Showing posts with label civil religion in america. Show all posts
Showing posts with label civil religion in america. Show all posts

Monday, June 9, 2014

The Faiths of Our Nation

"God Bless America" -- The Civil Religion in American by Robert Bellah

Civil religion in America, argues Robert Bellah in his book of the same title, Civil Religion in America, is the faith of the land, not Christianity as some will argue. The civil religion, he says exists both independently and along side the other religious organizations in America, such as temples, churches and mosques. Taking up this as his topic, Bellah says that while the founding fathers may have advocated for religion, they in their enlightened minds, argued for no religion in particular; up sprung what today we call, civil religion. Over time the amalgamated beliefs of many faith communities have coalesced into this one great mass that here in America, the religion of our intrinsically religious society is not any particular religion at all, but the civil religion that suits so many.

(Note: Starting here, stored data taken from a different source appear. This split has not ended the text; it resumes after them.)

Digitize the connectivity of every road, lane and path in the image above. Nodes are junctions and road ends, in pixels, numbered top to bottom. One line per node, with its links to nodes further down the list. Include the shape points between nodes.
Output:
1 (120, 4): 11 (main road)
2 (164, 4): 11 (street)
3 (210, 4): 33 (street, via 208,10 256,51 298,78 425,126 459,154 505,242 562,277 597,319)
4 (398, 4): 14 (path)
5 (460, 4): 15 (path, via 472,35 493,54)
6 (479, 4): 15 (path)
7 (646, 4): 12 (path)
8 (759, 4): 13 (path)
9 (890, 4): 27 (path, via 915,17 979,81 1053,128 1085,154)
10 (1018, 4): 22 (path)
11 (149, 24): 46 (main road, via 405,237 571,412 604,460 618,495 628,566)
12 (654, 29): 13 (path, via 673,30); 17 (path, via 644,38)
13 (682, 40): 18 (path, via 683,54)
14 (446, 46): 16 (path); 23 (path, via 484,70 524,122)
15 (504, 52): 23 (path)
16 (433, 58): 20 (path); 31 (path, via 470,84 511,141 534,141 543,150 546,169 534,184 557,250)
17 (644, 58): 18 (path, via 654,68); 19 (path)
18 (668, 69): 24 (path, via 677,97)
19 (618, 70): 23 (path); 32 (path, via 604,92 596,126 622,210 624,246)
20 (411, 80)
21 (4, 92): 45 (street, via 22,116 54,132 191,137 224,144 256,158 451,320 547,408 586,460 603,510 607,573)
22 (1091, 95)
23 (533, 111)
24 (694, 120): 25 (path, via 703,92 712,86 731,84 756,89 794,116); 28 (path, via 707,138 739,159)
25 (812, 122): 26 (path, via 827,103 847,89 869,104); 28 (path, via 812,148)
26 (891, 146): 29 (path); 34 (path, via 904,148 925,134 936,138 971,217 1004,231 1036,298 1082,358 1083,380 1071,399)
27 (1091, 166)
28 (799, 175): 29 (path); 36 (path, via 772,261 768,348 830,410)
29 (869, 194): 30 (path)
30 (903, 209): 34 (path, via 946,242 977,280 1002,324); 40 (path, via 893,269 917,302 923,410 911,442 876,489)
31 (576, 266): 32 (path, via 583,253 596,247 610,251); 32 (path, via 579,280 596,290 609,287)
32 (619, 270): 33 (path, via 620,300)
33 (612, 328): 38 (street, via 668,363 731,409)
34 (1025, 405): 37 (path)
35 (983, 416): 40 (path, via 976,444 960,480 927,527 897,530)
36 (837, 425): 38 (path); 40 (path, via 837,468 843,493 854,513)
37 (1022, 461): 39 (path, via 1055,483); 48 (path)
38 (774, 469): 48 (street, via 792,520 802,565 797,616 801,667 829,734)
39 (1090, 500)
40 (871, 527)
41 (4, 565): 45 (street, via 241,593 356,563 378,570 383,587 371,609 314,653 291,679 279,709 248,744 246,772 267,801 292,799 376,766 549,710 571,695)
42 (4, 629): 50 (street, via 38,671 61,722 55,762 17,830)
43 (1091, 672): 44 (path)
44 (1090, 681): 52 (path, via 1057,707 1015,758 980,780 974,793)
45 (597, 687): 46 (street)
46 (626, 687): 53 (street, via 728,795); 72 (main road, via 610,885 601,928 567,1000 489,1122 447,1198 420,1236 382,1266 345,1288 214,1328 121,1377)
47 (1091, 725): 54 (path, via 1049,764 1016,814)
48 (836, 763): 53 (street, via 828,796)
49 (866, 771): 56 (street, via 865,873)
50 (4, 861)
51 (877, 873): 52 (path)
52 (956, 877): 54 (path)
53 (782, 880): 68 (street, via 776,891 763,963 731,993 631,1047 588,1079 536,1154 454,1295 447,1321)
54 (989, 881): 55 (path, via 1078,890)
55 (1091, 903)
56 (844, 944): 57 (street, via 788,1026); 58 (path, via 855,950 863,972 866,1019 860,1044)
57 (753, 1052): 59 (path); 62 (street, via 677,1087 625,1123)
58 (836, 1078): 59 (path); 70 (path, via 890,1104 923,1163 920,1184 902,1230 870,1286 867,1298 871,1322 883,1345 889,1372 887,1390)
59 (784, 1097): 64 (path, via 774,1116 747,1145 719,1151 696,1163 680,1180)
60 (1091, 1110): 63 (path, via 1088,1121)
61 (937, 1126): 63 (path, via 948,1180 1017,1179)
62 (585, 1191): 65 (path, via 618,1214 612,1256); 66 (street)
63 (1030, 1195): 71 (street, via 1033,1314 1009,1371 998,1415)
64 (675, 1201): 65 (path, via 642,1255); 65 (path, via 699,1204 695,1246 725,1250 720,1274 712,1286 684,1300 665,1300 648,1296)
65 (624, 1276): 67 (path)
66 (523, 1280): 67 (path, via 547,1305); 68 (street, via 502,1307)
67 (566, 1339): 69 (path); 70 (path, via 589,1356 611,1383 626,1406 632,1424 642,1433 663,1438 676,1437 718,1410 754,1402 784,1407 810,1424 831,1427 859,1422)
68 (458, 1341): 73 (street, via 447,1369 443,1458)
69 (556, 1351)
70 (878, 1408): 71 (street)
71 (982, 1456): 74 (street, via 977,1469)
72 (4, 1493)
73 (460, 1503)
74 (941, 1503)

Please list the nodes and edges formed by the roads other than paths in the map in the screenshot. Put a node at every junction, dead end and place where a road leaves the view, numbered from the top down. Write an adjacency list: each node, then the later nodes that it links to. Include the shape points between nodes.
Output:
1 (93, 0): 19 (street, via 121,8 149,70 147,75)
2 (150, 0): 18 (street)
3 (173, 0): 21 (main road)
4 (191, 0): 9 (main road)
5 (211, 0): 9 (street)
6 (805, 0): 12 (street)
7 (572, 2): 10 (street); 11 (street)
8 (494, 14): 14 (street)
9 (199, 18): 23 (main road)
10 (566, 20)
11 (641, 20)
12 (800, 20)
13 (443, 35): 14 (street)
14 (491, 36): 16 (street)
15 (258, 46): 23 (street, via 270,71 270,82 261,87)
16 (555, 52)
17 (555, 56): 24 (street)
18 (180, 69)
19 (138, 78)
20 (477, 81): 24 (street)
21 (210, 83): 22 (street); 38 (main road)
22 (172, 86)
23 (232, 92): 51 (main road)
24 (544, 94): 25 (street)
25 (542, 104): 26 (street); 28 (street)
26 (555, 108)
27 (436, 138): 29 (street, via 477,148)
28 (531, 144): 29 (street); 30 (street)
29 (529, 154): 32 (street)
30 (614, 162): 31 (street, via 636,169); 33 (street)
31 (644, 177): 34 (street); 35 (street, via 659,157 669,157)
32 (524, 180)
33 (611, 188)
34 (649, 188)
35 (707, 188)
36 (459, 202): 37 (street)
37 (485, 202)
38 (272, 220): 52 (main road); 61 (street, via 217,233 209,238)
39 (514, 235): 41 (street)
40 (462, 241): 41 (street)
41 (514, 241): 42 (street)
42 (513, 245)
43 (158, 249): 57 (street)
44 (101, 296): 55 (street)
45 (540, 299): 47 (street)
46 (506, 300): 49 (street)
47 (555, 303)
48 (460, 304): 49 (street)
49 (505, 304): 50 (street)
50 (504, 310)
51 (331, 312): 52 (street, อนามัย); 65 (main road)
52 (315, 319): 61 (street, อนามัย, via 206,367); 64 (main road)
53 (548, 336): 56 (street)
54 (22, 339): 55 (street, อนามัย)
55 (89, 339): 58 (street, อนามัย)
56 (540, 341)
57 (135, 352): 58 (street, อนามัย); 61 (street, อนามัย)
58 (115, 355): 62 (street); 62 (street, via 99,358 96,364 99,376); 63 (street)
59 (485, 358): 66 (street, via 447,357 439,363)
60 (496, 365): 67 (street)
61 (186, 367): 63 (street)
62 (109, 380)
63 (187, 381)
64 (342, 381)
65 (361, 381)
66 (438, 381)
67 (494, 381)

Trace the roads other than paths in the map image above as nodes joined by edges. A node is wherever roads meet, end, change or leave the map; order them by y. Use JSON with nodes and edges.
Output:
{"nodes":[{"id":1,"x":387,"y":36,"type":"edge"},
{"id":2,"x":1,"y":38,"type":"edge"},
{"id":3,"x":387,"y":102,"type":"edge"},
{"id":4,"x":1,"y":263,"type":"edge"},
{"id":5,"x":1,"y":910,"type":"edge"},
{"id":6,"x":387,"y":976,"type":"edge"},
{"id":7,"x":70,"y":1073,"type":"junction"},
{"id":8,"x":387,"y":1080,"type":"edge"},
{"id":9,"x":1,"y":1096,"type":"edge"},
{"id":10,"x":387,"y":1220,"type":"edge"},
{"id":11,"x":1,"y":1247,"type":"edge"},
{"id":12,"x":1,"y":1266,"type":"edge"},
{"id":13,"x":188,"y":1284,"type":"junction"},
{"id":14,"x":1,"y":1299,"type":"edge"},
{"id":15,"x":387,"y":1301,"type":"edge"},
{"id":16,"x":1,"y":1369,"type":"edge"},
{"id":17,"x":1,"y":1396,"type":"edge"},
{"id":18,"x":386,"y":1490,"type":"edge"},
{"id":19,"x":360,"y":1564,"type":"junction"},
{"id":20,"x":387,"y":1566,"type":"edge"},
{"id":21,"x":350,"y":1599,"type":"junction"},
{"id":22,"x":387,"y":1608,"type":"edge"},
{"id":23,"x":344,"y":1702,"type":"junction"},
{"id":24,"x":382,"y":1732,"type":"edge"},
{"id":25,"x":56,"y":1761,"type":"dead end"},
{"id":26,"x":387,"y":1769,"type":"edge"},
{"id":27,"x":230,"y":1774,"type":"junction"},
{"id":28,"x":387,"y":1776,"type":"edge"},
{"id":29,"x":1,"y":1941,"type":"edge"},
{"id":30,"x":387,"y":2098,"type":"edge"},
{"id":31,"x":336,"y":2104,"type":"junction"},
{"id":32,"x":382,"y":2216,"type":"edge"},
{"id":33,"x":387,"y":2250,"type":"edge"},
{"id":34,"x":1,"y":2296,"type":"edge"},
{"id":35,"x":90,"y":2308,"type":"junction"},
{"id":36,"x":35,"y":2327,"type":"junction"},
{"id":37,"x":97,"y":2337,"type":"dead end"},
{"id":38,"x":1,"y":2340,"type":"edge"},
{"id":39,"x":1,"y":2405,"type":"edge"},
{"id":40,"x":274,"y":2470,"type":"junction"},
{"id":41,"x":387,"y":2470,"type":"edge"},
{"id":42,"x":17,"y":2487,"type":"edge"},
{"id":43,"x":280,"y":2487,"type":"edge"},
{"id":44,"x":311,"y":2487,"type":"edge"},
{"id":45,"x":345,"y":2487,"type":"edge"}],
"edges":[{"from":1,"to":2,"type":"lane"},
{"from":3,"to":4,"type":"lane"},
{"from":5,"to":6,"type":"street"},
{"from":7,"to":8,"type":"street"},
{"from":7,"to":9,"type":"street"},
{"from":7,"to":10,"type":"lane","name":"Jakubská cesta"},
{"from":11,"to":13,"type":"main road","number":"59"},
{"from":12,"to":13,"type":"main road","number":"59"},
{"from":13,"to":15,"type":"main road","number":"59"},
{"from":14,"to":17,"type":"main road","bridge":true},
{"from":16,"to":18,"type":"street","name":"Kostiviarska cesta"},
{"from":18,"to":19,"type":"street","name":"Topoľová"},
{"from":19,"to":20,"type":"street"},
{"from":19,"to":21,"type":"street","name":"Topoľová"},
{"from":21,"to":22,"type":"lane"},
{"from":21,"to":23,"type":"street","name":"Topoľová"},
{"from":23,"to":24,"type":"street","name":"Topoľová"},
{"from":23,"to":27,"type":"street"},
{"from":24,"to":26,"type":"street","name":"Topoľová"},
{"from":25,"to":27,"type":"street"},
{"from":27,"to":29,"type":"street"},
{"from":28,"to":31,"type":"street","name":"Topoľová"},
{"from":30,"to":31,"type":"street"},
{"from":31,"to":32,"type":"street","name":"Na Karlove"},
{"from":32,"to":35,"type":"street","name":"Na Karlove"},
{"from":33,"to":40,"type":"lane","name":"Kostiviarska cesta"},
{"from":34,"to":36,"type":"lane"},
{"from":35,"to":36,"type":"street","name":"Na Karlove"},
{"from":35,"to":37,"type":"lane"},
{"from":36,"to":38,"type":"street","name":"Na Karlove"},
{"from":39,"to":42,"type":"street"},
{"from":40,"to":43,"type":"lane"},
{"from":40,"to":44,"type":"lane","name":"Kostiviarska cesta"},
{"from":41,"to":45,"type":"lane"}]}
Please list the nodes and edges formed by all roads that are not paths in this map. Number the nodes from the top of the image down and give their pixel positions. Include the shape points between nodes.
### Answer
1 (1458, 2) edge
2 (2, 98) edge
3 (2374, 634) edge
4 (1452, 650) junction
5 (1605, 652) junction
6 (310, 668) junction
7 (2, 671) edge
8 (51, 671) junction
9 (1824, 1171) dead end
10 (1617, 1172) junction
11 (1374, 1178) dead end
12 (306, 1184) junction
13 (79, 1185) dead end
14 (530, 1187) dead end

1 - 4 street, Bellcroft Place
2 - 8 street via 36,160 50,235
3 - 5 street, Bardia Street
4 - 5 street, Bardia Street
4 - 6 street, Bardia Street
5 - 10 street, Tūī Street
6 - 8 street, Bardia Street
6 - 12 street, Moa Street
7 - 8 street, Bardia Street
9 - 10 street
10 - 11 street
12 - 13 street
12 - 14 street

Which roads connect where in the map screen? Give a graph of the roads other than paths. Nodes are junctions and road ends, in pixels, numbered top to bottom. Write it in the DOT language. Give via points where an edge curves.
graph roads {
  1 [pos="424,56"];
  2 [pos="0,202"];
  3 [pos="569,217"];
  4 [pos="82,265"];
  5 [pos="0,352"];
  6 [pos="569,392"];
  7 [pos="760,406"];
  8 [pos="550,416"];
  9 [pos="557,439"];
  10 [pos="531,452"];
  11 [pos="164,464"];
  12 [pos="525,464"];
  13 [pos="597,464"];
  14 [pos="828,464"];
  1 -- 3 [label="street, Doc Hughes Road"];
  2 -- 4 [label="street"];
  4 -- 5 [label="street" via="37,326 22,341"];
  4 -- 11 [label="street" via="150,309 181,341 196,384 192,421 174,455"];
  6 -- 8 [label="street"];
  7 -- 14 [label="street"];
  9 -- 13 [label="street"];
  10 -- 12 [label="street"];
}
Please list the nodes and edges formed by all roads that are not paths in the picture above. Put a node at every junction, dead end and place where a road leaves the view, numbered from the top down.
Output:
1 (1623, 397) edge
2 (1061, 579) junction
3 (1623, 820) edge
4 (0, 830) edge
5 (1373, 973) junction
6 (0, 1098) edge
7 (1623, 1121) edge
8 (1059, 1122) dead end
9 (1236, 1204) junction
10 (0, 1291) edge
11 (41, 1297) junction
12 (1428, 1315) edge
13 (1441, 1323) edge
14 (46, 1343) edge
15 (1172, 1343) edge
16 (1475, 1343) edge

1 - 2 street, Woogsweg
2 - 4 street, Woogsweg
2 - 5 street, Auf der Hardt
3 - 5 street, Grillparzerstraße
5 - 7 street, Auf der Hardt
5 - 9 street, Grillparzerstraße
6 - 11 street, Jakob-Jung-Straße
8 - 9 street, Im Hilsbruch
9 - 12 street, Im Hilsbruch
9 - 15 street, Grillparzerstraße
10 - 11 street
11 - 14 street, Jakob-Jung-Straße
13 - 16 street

In defining civil religion, Bellah describes a situation that goes beyond folkways but does not extend itself to established or 'mainline' faith communities. Often leaders of civil religion inhabit political spheres and engage religion to advance message. And while some may want to diminish the sincerity or intensity of this American faith way, Bellah argues equally that it "deserves the same care and understanding as any other faith."  In his most recent work, The Robert Bellah Reader, He writes about religious faith communities and the ways in which they impart meaning not only to their immediate constituents, but to the civil, political process; the shaping of ethical and moral policies translate directly into the legislation of society.

The Reader is divided into four broad parts. Bellah seeks to examine the 'waves of modernity' as they are sometimes called when examining religious practice within society. These waves are often the ideas of antiquity, early modern, modern and post modern as they manifest within a given social order. He also charges the universities with a deficit, "testing the axiomatic modern assumption that rational cognition and moral evaluation, fact and value, are absolutely divided... arguing instead that they overlap and interact much more than conventional wisdom in the university today usually admits." To read Robert Bellah's words is to be deeply challenged and enlightened to the ways of modern America.